§ WHAT THE TASK REQUIRES
Which lines of the records contain the word "where"? Show each of them.

§ EXERCISE DATA
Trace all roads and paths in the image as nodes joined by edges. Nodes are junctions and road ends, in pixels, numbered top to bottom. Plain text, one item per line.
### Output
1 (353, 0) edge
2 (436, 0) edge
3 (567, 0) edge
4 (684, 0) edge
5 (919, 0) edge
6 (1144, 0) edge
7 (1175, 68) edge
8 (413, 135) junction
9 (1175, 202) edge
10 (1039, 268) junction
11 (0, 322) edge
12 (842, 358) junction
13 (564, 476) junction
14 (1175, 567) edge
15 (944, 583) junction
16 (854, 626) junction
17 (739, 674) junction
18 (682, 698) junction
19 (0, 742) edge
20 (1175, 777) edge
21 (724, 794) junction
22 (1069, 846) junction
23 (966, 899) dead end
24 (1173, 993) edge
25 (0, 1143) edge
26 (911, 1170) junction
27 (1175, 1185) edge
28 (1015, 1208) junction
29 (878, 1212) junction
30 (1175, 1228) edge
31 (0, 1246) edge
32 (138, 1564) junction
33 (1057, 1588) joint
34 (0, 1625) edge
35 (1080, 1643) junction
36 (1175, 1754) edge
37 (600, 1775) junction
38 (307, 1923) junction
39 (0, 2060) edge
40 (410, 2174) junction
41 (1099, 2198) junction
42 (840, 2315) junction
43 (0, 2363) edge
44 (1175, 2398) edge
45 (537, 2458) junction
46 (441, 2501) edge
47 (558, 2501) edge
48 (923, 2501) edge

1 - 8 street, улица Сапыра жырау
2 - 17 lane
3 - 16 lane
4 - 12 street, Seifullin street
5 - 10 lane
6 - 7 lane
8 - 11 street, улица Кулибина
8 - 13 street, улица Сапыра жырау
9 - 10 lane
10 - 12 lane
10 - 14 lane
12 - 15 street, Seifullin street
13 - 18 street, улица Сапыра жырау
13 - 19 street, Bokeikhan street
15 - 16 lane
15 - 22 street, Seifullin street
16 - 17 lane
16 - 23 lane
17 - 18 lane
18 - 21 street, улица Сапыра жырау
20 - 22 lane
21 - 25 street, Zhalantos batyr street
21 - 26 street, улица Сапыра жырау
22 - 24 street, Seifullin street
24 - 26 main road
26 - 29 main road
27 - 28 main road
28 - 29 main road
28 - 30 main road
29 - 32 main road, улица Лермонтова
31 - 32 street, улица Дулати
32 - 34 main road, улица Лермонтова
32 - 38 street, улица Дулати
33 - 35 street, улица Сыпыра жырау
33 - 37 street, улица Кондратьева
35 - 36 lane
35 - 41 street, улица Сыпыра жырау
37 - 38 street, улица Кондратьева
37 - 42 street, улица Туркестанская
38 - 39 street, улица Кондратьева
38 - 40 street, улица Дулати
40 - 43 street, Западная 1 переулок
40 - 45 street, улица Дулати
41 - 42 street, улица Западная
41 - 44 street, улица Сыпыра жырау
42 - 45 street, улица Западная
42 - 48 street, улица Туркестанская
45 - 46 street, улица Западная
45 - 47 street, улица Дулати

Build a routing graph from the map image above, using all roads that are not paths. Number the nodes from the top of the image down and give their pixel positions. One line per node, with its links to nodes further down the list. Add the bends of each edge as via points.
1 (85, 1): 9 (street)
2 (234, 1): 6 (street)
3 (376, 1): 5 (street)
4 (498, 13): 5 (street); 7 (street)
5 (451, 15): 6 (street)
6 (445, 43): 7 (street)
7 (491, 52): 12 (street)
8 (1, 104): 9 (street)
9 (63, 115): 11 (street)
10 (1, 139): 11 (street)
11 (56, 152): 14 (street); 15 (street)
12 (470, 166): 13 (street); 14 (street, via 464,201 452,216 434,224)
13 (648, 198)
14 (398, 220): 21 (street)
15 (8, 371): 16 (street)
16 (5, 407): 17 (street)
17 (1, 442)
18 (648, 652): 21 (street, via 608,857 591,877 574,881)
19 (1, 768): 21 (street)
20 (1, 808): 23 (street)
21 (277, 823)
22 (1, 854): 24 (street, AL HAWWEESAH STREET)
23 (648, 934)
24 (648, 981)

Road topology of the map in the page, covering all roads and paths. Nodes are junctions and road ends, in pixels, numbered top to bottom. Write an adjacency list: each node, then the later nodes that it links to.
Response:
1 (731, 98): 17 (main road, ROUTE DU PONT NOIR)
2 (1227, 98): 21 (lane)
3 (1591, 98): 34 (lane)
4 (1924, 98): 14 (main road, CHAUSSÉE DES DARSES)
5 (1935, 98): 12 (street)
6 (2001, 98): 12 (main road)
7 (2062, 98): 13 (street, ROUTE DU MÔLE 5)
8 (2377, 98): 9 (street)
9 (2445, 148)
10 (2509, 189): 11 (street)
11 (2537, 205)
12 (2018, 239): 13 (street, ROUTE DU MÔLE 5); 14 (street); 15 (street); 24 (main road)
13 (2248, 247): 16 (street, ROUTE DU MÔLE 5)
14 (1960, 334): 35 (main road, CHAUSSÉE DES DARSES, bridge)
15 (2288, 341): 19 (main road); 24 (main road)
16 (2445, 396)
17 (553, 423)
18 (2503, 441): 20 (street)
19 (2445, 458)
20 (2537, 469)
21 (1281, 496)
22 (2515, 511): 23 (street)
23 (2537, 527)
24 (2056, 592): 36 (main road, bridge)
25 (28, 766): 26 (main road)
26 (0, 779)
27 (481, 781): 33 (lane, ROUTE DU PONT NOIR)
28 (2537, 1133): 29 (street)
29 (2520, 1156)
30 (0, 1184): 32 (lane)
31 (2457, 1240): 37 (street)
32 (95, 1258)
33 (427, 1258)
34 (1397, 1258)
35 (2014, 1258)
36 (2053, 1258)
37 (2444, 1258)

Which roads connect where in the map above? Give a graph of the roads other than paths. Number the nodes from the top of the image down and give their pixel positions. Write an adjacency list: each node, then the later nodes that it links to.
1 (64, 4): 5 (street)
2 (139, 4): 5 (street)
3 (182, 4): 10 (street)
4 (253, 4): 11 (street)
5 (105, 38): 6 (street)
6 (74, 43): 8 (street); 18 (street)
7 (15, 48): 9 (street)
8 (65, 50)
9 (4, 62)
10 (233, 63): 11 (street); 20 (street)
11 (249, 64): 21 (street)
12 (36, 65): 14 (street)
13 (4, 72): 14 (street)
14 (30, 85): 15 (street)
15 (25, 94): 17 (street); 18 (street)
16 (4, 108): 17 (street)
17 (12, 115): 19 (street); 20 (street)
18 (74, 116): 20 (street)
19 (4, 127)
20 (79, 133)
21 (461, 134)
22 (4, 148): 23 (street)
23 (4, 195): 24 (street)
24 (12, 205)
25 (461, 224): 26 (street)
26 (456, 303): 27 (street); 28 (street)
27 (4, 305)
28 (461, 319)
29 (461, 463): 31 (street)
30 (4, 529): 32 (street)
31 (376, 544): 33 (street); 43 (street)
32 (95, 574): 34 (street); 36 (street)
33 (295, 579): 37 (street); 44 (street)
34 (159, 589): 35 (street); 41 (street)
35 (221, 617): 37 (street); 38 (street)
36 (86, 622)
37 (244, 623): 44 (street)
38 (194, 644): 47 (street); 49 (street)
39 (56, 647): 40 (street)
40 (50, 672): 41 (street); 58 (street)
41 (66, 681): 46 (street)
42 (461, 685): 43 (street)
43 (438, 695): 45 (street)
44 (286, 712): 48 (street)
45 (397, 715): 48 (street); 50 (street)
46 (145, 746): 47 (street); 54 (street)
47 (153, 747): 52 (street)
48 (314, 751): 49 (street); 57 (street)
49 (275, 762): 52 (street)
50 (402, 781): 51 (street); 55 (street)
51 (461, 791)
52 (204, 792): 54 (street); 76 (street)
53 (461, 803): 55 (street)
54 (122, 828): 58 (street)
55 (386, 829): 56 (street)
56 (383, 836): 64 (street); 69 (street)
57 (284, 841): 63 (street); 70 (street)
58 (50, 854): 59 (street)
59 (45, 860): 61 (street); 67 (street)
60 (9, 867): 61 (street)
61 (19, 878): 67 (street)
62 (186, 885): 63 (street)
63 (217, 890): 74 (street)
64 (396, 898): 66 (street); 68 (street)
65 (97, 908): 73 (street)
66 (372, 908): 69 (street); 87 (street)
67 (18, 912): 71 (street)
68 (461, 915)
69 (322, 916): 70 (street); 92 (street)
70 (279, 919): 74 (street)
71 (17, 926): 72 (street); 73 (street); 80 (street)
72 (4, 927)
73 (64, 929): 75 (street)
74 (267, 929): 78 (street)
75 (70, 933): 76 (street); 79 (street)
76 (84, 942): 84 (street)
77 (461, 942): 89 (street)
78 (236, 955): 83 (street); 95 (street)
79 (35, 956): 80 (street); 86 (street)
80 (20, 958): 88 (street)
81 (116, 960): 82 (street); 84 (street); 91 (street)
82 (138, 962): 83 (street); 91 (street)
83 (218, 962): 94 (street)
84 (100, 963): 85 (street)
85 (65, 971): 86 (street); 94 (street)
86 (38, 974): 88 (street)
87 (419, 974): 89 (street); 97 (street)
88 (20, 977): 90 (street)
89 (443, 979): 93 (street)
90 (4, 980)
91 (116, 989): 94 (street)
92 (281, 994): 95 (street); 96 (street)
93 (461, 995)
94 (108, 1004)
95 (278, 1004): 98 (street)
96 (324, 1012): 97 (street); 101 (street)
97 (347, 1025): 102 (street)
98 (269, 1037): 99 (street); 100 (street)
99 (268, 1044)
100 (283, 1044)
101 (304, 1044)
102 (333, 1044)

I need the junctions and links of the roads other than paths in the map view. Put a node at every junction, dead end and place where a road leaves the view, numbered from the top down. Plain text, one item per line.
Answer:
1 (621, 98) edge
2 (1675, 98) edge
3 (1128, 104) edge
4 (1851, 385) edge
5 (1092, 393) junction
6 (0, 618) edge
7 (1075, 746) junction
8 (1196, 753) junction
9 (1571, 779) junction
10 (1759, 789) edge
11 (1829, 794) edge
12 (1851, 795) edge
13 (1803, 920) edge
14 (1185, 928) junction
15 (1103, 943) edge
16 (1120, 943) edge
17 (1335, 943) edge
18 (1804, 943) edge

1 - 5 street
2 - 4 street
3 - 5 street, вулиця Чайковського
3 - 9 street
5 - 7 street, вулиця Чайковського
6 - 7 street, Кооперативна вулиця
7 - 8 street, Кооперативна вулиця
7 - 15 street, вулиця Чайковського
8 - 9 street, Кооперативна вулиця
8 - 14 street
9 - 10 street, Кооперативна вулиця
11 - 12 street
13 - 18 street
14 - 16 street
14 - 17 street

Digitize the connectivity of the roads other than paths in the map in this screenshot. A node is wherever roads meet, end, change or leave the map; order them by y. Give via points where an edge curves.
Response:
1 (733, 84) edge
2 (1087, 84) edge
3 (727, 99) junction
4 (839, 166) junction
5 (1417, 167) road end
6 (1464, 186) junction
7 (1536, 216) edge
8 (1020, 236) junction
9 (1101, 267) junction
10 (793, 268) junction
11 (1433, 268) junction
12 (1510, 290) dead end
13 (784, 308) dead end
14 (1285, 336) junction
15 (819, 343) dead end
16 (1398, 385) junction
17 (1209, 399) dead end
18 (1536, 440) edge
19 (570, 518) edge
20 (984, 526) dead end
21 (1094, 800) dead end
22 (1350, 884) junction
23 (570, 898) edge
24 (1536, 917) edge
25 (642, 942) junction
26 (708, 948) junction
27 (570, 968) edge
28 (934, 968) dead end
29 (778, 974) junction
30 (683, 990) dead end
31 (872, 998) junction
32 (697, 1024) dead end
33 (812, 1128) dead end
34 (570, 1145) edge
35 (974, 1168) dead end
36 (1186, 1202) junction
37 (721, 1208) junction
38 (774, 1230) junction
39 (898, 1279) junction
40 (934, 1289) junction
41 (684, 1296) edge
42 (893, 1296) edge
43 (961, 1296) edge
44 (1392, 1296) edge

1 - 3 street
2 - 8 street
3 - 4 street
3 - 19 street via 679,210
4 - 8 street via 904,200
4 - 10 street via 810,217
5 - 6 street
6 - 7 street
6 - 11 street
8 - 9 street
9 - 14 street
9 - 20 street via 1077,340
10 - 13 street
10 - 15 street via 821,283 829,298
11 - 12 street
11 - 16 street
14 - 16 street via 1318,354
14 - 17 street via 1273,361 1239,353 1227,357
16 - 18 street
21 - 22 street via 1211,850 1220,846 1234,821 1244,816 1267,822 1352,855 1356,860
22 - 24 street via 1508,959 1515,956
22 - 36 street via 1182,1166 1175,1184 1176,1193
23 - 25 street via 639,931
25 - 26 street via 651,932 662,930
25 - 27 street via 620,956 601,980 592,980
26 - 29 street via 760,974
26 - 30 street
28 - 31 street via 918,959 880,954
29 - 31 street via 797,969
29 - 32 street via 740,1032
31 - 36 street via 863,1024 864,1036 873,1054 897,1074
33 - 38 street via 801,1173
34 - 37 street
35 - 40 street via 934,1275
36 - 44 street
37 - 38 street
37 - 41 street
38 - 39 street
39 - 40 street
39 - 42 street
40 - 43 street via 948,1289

§ REPLY TO THE TASK
Which roads connect where in the map above? Give a graph of the roads other than paths. Number the nodes from the top of the image down and give their pixel positions. Write an adjacency list: each node, then the later nodes that it links to.
I need the junctions and links of the roads other than paths in the map view. Put a node at every junction, dead end and place where a road leaves the view, numbered from the top down. Plain text, one item per line.
Digitize the connectivity of the roads other than paths in the map in this screenshot. A node is wherever roads meet, end, change or leave the map; order them by y. Give via points where an edge curves.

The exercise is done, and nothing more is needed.